Turkiye Klinikleri Dermatoloji, vol.26, no.1, pp.54-58, 2016 (Scopus) identifier

  • Publication Type: Article / Article
  • Volume: 26 Issue: 1
  • Publication Date: 2016
  • Doi Number: 10.5336/dermato.2015-46271
  • Journal Name: Turkiye Klinikleri Dermatoloji
  • Journal Indexes: Scopus
  • Page Numbers: pp.54-58
  • Keywords: Eyelids, Osteomyelitis, Sarcoidosis, Subcutaneous tissue
  • Istanbul Medipol University Affiliated: Yes


Skin lesions of sarcoidosis are heterogeneous, and can either have specific manifestations; such as maculopapular eruptions, plaques, infiltrated scars and lupus pernio, or non-specific manifestations such as erythema nodosum depending on the presence or absence of typical sarcoidal granulomas.
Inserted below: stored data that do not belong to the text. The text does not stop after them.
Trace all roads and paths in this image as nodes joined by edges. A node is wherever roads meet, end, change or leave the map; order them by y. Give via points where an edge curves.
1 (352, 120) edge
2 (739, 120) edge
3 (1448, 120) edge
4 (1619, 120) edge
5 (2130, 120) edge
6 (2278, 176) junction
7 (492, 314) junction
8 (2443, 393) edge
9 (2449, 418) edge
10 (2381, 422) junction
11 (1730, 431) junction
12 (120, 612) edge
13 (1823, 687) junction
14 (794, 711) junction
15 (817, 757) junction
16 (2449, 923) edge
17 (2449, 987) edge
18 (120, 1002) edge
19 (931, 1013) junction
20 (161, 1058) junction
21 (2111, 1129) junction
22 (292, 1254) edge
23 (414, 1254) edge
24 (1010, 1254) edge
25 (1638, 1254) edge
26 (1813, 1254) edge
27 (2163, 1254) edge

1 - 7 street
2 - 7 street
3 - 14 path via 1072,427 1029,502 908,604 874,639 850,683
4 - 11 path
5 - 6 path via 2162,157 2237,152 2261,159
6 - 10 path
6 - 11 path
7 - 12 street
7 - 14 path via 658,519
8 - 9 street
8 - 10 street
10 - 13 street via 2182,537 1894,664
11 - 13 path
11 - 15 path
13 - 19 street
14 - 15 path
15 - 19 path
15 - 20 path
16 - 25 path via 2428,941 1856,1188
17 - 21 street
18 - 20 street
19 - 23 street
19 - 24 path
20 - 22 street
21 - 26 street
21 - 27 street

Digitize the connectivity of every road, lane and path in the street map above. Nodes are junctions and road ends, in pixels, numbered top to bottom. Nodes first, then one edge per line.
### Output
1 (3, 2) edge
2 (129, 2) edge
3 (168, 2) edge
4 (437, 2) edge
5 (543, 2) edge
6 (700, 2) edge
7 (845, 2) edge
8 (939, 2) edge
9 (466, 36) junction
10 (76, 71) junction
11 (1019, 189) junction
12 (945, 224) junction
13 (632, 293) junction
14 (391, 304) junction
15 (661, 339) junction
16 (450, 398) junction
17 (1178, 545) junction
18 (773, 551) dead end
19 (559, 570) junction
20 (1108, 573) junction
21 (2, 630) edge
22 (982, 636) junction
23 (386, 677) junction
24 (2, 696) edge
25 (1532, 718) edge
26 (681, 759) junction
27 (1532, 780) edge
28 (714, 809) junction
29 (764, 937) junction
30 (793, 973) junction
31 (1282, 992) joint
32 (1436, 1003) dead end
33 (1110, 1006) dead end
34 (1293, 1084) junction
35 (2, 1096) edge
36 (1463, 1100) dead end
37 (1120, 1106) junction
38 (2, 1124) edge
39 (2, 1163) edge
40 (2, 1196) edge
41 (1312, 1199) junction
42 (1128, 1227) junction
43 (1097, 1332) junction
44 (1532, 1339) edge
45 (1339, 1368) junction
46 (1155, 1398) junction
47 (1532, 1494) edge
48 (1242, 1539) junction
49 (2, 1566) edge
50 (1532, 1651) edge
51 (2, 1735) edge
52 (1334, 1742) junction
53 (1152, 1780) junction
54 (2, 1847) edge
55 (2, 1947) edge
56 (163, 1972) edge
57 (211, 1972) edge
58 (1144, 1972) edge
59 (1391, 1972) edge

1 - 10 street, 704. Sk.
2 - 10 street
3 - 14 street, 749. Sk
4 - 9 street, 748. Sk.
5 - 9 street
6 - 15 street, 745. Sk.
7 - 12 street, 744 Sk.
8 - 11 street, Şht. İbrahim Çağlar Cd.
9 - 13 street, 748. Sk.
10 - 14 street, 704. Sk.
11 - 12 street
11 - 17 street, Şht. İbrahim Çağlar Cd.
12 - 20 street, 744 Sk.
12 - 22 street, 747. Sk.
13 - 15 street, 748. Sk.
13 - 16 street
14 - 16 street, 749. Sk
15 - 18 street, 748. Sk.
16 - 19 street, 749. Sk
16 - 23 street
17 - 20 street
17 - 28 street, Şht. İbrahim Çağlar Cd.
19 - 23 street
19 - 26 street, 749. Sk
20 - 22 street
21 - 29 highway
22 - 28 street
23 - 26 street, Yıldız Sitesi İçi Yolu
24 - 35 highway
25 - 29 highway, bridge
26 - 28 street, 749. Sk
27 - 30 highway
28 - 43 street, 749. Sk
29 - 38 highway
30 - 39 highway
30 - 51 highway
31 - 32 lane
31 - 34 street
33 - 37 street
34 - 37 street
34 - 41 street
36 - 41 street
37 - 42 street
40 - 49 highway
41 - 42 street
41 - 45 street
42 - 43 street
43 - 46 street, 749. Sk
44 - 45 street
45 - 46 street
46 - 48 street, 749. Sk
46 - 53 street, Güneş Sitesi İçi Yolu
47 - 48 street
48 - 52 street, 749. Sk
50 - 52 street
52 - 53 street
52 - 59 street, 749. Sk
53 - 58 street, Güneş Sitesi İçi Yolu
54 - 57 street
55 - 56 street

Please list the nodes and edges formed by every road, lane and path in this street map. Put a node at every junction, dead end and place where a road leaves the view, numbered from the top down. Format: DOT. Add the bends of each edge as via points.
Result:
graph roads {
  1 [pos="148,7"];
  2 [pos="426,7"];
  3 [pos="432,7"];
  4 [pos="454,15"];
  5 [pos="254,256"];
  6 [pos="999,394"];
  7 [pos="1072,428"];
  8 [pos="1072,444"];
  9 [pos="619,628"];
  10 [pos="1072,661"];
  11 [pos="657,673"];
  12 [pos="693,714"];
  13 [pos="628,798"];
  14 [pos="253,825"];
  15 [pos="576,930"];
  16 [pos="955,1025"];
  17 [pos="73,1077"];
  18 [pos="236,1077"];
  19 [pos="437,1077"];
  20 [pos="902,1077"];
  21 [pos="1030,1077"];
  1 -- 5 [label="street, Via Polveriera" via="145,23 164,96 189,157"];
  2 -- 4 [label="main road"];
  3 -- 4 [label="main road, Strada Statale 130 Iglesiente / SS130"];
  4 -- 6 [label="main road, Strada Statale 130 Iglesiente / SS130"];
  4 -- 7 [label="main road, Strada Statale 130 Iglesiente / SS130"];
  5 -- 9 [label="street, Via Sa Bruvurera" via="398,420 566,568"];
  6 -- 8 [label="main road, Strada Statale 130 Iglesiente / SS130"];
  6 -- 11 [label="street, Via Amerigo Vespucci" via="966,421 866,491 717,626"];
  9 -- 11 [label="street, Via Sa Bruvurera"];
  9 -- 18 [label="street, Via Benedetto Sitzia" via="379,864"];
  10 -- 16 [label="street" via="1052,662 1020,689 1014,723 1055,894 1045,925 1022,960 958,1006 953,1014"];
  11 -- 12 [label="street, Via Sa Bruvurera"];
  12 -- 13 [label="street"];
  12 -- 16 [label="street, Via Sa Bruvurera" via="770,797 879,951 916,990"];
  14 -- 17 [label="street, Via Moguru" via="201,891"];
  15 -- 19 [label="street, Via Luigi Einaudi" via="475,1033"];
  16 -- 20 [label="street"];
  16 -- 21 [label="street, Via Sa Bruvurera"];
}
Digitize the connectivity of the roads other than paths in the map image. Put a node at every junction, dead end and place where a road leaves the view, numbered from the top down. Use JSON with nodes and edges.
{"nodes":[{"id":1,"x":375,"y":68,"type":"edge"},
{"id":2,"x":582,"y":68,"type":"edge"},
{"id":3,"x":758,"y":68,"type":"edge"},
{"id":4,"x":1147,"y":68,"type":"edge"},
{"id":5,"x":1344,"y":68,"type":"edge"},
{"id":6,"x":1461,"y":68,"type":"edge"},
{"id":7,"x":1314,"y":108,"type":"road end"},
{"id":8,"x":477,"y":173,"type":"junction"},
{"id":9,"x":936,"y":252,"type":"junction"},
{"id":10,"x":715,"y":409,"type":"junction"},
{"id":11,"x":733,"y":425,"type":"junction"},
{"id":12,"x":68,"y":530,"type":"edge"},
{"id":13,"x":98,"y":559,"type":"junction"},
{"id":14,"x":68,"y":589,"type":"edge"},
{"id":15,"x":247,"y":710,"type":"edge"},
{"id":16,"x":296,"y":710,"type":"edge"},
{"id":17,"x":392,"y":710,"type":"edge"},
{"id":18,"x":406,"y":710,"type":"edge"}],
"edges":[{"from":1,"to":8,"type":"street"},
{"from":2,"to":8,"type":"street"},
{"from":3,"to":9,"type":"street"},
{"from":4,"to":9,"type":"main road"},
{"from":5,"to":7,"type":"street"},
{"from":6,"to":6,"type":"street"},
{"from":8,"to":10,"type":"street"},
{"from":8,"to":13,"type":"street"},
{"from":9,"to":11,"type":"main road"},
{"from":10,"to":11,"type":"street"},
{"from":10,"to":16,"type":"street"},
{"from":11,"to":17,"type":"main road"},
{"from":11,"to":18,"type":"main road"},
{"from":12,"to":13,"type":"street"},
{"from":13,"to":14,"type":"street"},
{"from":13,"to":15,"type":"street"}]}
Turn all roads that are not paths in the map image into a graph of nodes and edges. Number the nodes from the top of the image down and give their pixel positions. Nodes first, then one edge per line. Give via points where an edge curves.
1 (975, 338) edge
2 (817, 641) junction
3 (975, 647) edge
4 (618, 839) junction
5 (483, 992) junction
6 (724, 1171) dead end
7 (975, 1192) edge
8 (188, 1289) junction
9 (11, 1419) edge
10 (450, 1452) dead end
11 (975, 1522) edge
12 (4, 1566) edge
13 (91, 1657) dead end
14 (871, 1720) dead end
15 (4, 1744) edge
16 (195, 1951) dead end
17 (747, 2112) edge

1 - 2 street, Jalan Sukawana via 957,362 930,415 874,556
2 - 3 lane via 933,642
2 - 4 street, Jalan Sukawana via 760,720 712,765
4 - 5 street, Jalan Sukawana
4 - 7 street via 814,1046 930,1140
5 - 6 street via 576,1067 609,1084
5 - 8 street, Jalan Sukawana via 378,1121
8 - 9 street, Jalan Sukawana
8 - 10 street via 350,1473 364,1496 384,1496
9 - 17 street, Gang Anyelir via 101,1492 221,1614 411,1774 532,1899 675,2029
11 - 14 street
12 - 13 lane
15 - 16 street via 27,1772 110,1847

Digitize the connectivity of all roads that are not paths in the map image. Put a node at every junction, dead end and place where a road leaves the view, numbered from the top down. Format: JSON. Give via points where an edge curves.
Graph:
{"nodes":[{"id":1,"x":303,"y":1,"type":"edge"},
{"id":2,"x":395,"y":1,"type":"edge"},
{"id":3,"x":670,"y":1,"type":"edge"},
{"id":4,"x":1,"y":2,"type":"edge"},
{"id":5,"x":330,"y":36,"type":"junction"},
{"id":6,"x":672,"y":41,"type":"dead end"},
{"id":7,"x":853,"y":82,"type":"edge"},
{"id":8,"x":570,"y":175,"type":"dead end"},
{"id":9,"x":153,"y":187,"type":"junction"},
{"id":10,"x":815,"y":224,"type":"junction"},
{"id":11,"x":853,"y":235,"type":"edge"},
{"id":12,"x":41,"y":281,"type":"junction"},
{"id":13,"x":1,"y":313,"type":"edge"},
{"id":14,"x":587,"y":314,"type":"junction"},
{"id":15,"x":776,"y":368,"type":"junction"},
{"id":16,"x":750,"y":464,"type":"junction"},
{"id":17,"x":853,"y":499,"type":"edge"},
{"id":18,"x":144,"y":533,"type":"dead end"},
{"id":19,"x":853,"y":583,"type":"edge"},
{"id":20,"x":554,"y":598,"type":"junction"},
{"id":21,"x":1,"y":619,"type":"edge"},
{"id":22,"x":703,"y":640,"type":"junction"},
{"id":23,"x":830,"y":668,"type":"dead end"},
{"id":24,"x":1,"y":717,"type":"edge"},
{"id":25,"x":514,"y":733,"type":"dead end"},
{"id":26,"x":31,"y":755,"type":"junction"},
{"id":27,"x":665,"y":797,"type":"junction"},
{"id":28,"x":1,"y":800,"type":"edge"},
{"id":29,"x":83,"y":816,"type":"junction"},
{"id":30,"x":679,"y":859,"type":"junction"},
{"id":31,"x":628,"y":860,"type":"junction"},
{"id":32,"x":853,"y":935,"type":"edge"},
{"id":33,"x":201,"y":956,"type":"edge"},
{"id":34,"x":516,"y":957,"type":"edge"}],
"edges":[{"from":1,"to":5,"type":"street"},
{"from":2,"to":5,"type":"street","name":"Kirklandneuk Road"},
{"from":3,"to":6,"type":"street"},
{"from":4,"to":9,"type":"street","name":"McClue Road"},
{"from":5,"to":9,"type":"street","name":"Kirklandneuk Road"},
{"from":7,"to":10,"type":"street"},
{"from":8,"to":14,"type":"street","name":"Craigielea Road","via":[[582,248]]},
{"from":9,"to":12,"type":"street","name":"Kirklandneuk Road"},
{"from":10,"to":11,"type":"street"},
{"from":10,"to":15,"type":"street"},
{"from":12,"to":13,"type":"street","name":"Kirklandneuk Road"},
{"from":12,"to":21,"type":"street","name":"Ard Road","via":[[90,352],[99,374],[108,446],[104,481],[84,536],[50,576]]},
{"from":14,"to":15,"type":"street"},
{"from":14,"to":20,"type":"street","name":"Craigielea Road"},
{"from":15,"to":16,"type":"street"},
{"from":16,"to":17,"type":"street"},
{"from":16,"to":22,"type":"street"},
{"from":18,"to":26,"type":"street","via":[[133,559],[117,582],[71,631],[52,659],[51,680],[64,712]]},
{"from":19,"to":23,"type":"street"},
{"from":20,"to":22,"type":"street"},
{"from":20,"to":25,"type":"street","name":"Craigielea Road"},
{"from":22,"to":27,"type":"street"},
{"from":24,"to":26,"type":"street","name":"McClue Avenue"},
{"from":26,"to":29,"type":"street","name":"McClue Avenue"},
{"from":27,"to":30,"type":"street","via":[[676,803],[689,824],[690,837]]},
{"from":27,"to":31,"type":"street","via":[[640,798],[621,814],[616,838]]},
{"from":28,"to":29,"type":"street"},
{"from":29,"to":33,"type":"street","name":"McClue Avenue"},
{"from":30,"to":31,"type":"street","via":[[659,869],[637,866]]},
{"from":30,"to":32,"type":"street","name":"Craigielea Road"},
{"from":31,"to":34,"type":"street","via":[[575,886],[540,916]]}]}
Herein, we report a 41-year-old woman presenting with discrete painless localized swellings on her arms and calves which had developed two weeks earlier and rapidly increased in number. The lesions appeared sequentially at an interval of 3-5 days with a marked increase in size. An erythematosus asymptomatic nodular lesion was also noted on the medial cantus of the patient's right upper eyelid. The histopathological examination of the nodular lesions on the patient's left arm and right upper eyelid revealed multiple non-caseating granulomas with multinucleated giant cells, which confirmed the diagnosis of granulomatous sarcoidosis. This case was unusual due to the acute and rapid progression of the lesions, and the presence of an unusual nodular lesion on the upper eyelid. We believe that the chronic inflammatory process due to the past osteomyelitis may have triggered the formation of the granulomas. In the differential diagnosis of the asympthomatic nodular lesions on the eyelid, subcutaneous sarcoidosis should also be considered even when there are no systemic symptoms.